I'm supposed to print these two sub sets, i.e., s1 and s2, as my output.
You can store these sub sets in a vector.
For example if arr[] = [0,1,5,6], then the minimal difference is 0 and my two sub sets are s1[] = [0,1,5] and s2[] = [6].
Another example could be arr[] = [16,14,13,13,12,10,9,3], and the two sub sets would be s1[]=[16,13,13,3] and s2[] = [14,12,10,9] with a minimum difference of 0 again.
I can't seem to figure out how to get to these two sub sets.
Much appreciated!
Note: I know how to obtain the minimum difference from the two sub sets using DP but I am unable to proceed further. It's getting the two sub sets (with the minimal difference) that I'm unable to do.

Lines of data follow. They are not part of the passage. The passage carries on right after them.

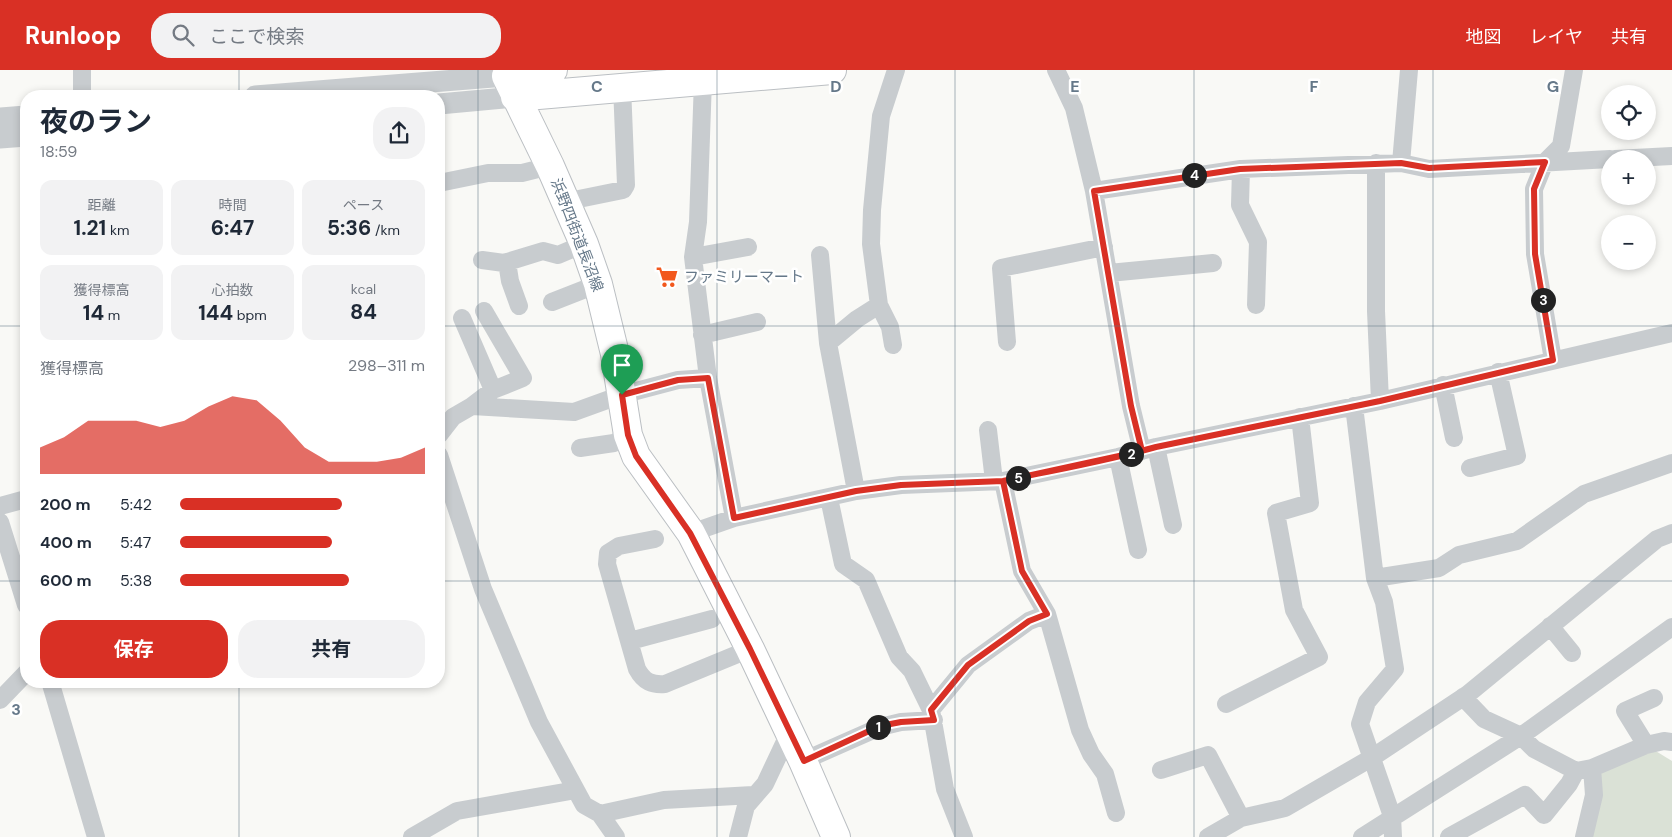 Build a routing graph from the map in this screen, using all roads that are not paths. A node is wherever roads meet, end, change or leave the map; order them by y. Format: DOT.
graph roads {
  1 [pos="82,70"];
  2 [pos="553,70"];
  3 [pos="832,70"];
  4 [pos="896,70"];
  5 [pos="1056,70"];
  6 [pos="1408,70"];
  7 [pos="1574,70"];
  8 [pos="703,80"];
  9 [pos="508,81"];
  10 [pos="622,86"];
  11 [pos="82,90"];
  12 [pos="356,90"];
  13 [pos="445,102"];
  14 [pos="20,116"];
  15 [pos="0,118"];
  16 [pos="20,136"];
  17 [pos="0,138"];
  18 [pos="1672,156"];
  19 [pos="1656,157"];
  20 [pos="1601,159"];
  21 [pos="1545,162"];
  22 [pos="1401,163"];
  23 [pos="1376,164"];
  24 [pos="550,166"];
  25 [pos="1240,169"];
  26 [pos="445,181"];
  27 [pos="1094,191"];
  28 [pos="564,202"];
  29 [pos="584,244"];
  30 [pos="748,247"];
  31 [pos="1104,247"];
  32 [pos="820,255"];
  33 [pos="693,257"];
  34 [pos="482,260"];
  35 [pos="507,262"];
  36 [pos="1213,263"];
  37 [pos="1109,274"];
  38 [pos="598,284"];
  39 [pos="552,302"];
  40 [pos="879,305"];
  41 [pos="1256,305"];
  42 [pos="520,306"];
  43 [pos="484,311"];
  44 [pos="462,318"];
  45 [pos="757,322"];
  46 [pos="702,335"];
  47 [pos="1671,337"];
  48 [pos="1007,342"];
  49 [pos="828,343"];
  50 [pos="893,345"];
  51 [pos="1553,360"];
  52 [pos="1498,372"];
  53 [pos="708,378"];
  54 [pos="1444,385"];
  55 [pos="493,390"];
  56 [pos="622,395"];
  57 [pos="1380,401"];
  58 [pos="472,406"];
  59 [pos="1354,406"];
  60 [pos="1300,417"];
  61 [pos="445,427"];
  62 [pos="988,430"];
  63 [pos="628,435"];
  64 [pos="1454,438"];
  65 [pos="580,448"];
  66 [pos="1149,449"];
  67 [pos="1118,458"];
  68 [pos="1672,463"];
  69 [pos="1470,468"];
  70 [pos="445,473"];
  71 [pos="998,481"];
  72 [pos="856,491"];
  73 [pos="830,498"];
  74 [pos="20,501"];
  75 [pos="0,506"];
  76 [pos="734,518"];
  77 [pos="0,522"];
  78 [pos="1173,525"];
  79 [pos="690,533"];
  80 [pos="1672,533"];
  81 [pos="655,539"];
  82 [pos="1138,550"];
  83 [pos="1375,578"];
  84 [pos="20,586"];
  85 [pos="1047,614"];
  86 [pos="712,619"];
  87 [pos="1550,626"];
  88 [pos="1672,628"];
  89 [pos="630,641"];
  90 [pos="750,649"];
  91 [pos="1572,653"];
  92 [pos="20,679"];
  93 [pos="52,688"];
  94 [pos="1463,697"];
  95 [pos="1654,698"];
  96 [pos="0,700"];
  97 [pos="1226,704"];
  98 [pos="933,715"];
  99 [pos="789,733"];
  100 [pos="1521,736"];
  101 [pos="1672,742"];
  102 [pos="1646,745"];
  103 [pos="1373,757"];
  104 [pos="804,761"];
  105 [pos="1584,769"];
  106 [pos="1162,770"];
  107 [pos="576,790"];
  108 [pos="753,796"];
  109 [pos="1116,813"];
  110 [pos="600,814"];
  111 [pos="1392,816"];
  112 [pos="1241,818"];
  113 [pos="96,837"];
  114 [pos="412,837"];
  115 [pos="616,837"];
  116 [pos="738,837"];
  117 [pos="836,837"];
  118 [pos="964,837"];
  119 [pos="1208,837"];
  120 [pos="1362,837"];
  121 [pos="1393,837"];
  122 [pos="1449,837"];
  123 [pos="1584,837"];
  1 -- 11 [label="street"];
  2 -- 9 [label="main road"];
  3 -- 8 [label="main road"];
  4 -- 40 [label="street"];
  5 -- 27 [label="street"];
  6 -- 22 [label="street"];
  7 -- 21 [label="street"];
  8 -- 10 [label="main road"];
  8 -- 33 [label="street"];
  9 -- 10 [label="main road"];
  9 -- 12 [label="street"];
  9 -- 13 [label="street"];
  9 -- 24 [label="main road, 浜野四街道長沼線"];
  10 -- 28 [label="street"];
  14 -- 15 [label="street"];
  16 -- 17 [label="street"];
  18 -- 19 [label="street"];
  20 -- 21 [label="street"];
  21 -- 22 [label="street"];
  21 -- 51 [label="street"];
  22 -- 23 [label="street"];
  23 -- 25 [label="street"];
  23 -- 57 [label="street"];
  24 -- 26 [label="street"];
  24 -- 28 [label="main road, 浜野四街道長沼線"];
  25 -- 27 [label="street"];
  25 -- 41 [label="street"];
  27 -- 31 [label="street"];
  28 -- 29 [label="main road, 浜野四街道長沼線"];
  29 -- 35 [label="street"];
  29 -- 38 [label="main road, 浜野四街道長沼線"];
  30 -- 33 [label="street"];
  31 -- 37 [label="street"];
  31 -- 48 [label="street"];
  32 -- 49 [label="street"];
  33 -- 46 [label="street"];
  34 -- 35 [label="street"];
  35 -- 42 [label="street"];
  36 -- 37 [label="street"];
  37 -- 66 [label="street"];
  38 -- 39 [label="street"];
  38 -- 56 [label="main road, 浜野四街道長沼線"];
  40 -- 49 [label="street"];
  40 -- 50 [label="street"];
  43 -- 55 [label="street"];
  44 -- 55 [label="street"];
  45 -- 46 [label="street"];
  46 -- 53 [label="street"];
  47 -- 51 [label="street"];
  49 -- 72 [label="street"];
  51 -- 52 [label="street"];
  52 -- 54 [label="street"];
  52 -- 69 [label="street"];
  53 -- 56 [label="street"];
  53 -- 76 [label="street"];
  54 -- 57 [label="street"];
  54 -- 64 [label="street"];
  55 -- 58 [label="street"];
  56 -- 58 [label="street"];
  56 -- 63 [label="main road, 浜野四街道長沼線"];
  57 -- 59 [label="street"];
  58 -- 61 [label="street"];
  59 -- 60 [label="street"];
  59 -- 83 [label="street"];
  60 -- 66 [label="street"];
  60 -- 97 [label="street"];
  62 -- 71 [label="street"];
  63 -- 65 [label="street"];
  63 -- 79 [label="main road, 浜野四街道長沼線"];
  66 -- 67 [label="street"];
  66 -- 78 [label="street"];
  67 -- 71 [label="street"];
  67 -- 82 [label="street"];
  68 -- 83 [label="street"];
  70 -- 107 [label="street"];
  71 -- 72 [label="street"];
  71 -- 85 [label="street"];
  72 -- 73 [label="street"];
  73 -- 76 [label="street"];
  73 -- 98 [label="street"];
  74 -- 75 [label="street"];
  76 -- 79 [label="street"];
  77 -- 84 [label="street"];
  79 -- 90 [label="main road, 浜野四街道長沼線"];
  80 -- 87 [label="street"];
  81 -- 89 [label="street"];
  83 -- 103 [label="street"];
  85 -- 98 [label="street"];
  85 -- 109 [label="street"];
  86 -- 89 [label="street"];
  87 -- 91 [label="street"];
  87 -- 94 [label="street"];
  88 -- 100 [label="street"];
  89 -- 90 [label="street"];
  90 -- 99 [label="main road, 浜野四街道長沼線"];
  92 -- 96 [label="street"];
  93 -- 113 [label="street"];
  94 -- 100 [label="street"];
  94 -- 103 [label="street"];
  95 -- 102 [label="street"];
  98 -- 104 [label="street"];
  98 -- 118 [label="street"];
  99 -- 104 [label="main road, 浜野四街道長沼線"];
  99 -- 108 [label="street"];
  100 -- 105 [label="street"];
  100 -- 111 [label="street"];
  101 -- 102 [label="street"];
  102 -- 105 [label="street"];
  103 -- 111 [label="street"];
  103 -- 112 [label="street"];
  104 -- 117 [label="main road, 浜野四街道長沼線"];
  105 -- 122 [label="street"];
  105 -- 123 [label="street"];
  106 -- 112 [label="street"];
  107 -- 110 [label="street"];
  107 -- 114 [label="street"];
  108 -- 110 [label="street"];
  108 -- 116 [label="street"];
  110 -- 115 [label="street"];
  111 -- 120 [label="street"];
  111 -- 121 [label="street"];
  112 -- 119 [label="street"];
}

Just an algorithm with a nudge along the right direction would do.
#include<iostream>
#include<vector>
using namespace std;
int min_subset_sum_diff(int a[], int n,int sum) {
vector<vector<bool>> go(n + 1, vector<bool>(sum + 1, false));
for (int i = 0; i < n + 1; ++i) {
go[i][0] = true;
}
for (int i = 1; i <= n; ++i) {
for (int j = 1; j <= sum; ++j) {
if (a[i - 1] <= j) {
go[i][j] = go[i - 1][j - a[i - 1]] || go[i - 1][j];
}
else {
go[i][j] = go[i - 1][j];
}
}
}
for (int j = (sum / 2); j >= 0; --j) {
if (go[n][j]) { // only need the last row as I need all the elements, which is n
return sum - 2 * j;
}
}
return INT_MAX;
}
int main() {
int a[] = { 3,100,4,4 };
int n = sizeof(a) / sizeof(a[0]);
int sum = 0;
for (auto i : a) {
sum += i;
}
cout << min_subset_sum_diff(a, n,sum);
}
s1 = sum(first_subset)
s2= sum(second_subset)
Assuming s2>=s1,
s1 + s2 = sum_arr
s2 = sum_arr - s1 //using this in the next equation
s2-s1 = difference
(sum_arr - s1) - s1 = difference
sum_arr - 2*s1 = difference
This is my underlying logic.
sum(s1) and sum(s2) lie between 0..sum_arr
Since I assume s1 < s2, s1 can have values only between 0..(sum_arr/2)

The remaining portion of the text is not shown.